◆ Assignment
Reproduce exactly the lines below from the one containing "index mcp: (364, 386)" through the one containing "pinky tip: (685, 383)", including both, and nothing else.

◆ Material supplied
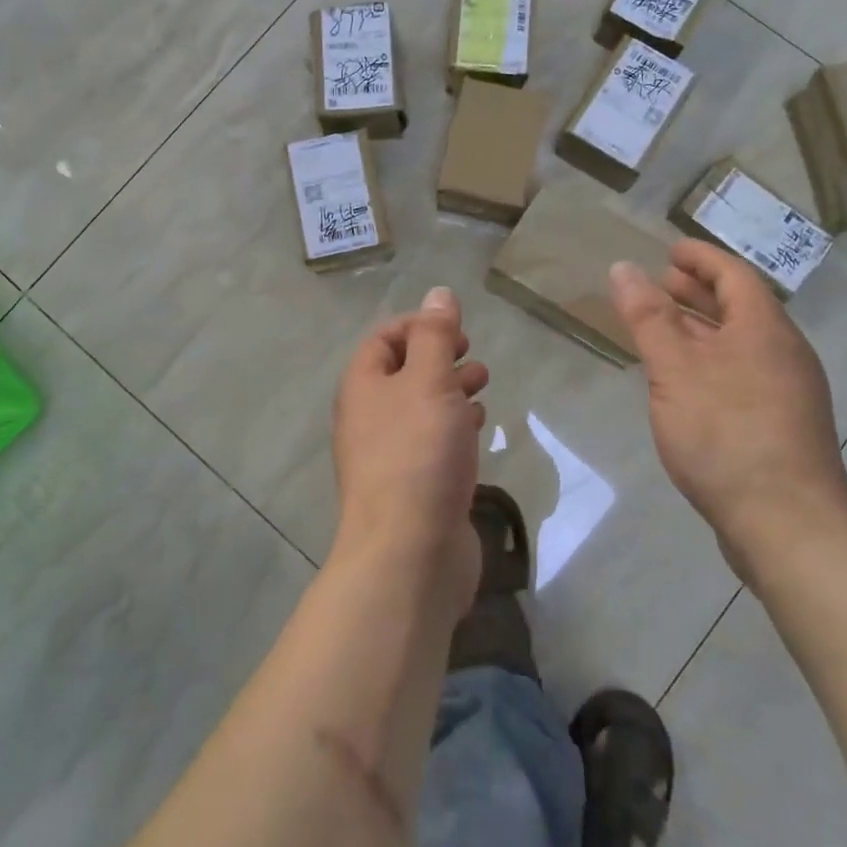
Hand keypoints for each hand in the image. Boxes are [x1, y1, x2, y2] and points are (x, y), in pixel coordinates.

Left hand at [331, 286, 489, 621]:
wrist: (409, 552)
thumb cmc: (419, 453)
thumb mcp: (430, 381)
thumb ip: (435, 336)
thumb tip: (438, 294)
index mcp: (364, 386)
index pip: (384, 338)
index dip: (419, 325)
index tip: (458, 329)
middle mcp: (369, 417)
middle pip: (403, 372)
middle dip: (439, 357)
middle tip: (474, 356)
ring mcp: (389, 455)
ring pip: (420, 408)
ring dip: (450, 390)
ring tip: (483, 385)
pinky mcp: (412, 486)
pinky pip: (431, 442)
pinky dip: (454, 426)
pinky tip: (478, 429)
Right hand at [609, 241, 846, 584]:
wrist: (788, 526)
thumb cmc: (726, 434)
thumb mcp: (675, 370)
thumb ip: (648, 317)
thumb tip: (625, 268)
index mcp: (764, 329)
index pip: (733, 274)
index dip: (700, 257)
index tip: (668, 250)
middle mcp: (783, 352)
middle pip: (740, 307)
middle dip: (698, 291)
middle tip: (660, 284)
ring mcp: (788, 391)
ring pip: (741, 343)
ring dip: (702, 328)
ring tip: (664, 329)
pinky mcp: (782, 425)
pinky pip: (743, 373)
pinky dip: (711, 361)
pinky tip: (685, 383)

---

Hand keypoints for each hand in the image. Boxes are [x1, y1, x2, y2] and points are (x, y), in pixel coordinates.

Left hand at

--

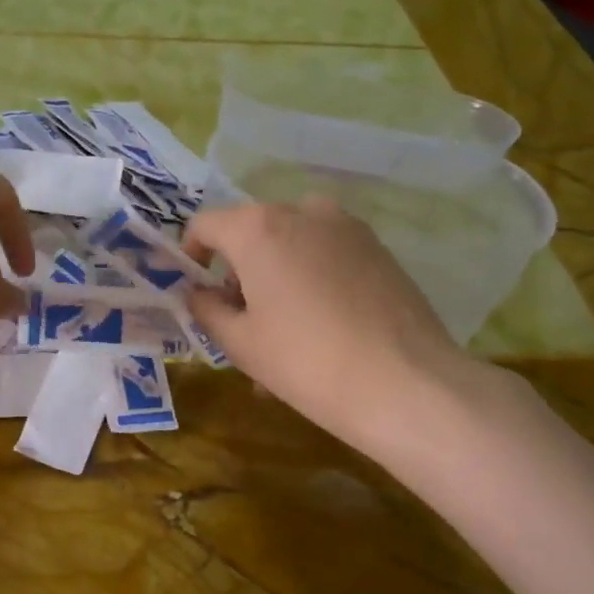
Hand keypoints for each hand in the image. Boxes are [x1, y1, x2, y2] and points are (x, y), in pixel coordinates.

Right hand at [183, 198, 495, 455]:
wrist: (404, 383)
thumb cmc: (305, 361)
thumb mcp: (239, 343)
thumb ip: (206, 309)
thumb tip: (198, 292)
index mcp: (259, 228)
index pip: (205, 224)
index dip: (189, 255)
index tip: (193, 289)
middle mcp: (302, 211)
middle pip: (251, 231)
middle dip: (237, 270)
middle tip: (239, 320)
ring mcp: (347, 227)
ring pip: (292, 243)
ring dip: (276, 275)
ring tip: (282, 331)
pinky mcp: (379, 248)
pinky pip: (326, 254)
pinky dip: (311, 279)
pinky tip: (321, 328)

◆ Finished exercise
index mcp: (364, 386)
index pip: (384, 338)
index dip: (419, 325)
index tip: (458, 329)
middle mcp: (369, 417)
middle pip: (403, 372)
middle dip: (439, 357)
middle tip: (474, 356)
ring mcp: (389, 455)
ring pip: (420, 408)
ring dip: (450, 390)
ring tip: (483, 385)
pinky mcp: (412, 486)
pinky pip: (431, 442)
pinky dip: (454, 426)
pinky tip: (478, 429)
Right hand at [609, 241, 846, 584]:
wrist: (788, 526)
thumb cmc: (726, 434)
thumb mcp: (675, 370)
thumb ip: (648, 317)
thumb tip: (625, 268)
index mcp: (764, 329)
index pip: (733, 274)
index dip: (700, 257)
index tip: (668, 250)
middle mcp: (783, 352)
middle pip: (740, 307)
middle dip: (698, 291)
middle tip: (660, 284)
ring mcp: (788, 391)
ring pip: (741, 343)
ring dip: (702, 328)
ring tip: (664, 329)
pinky mcp: (782, 425)
pinky pip: (743, 373)
pinky dip: (711, 361)
pinky tip: (685, 383)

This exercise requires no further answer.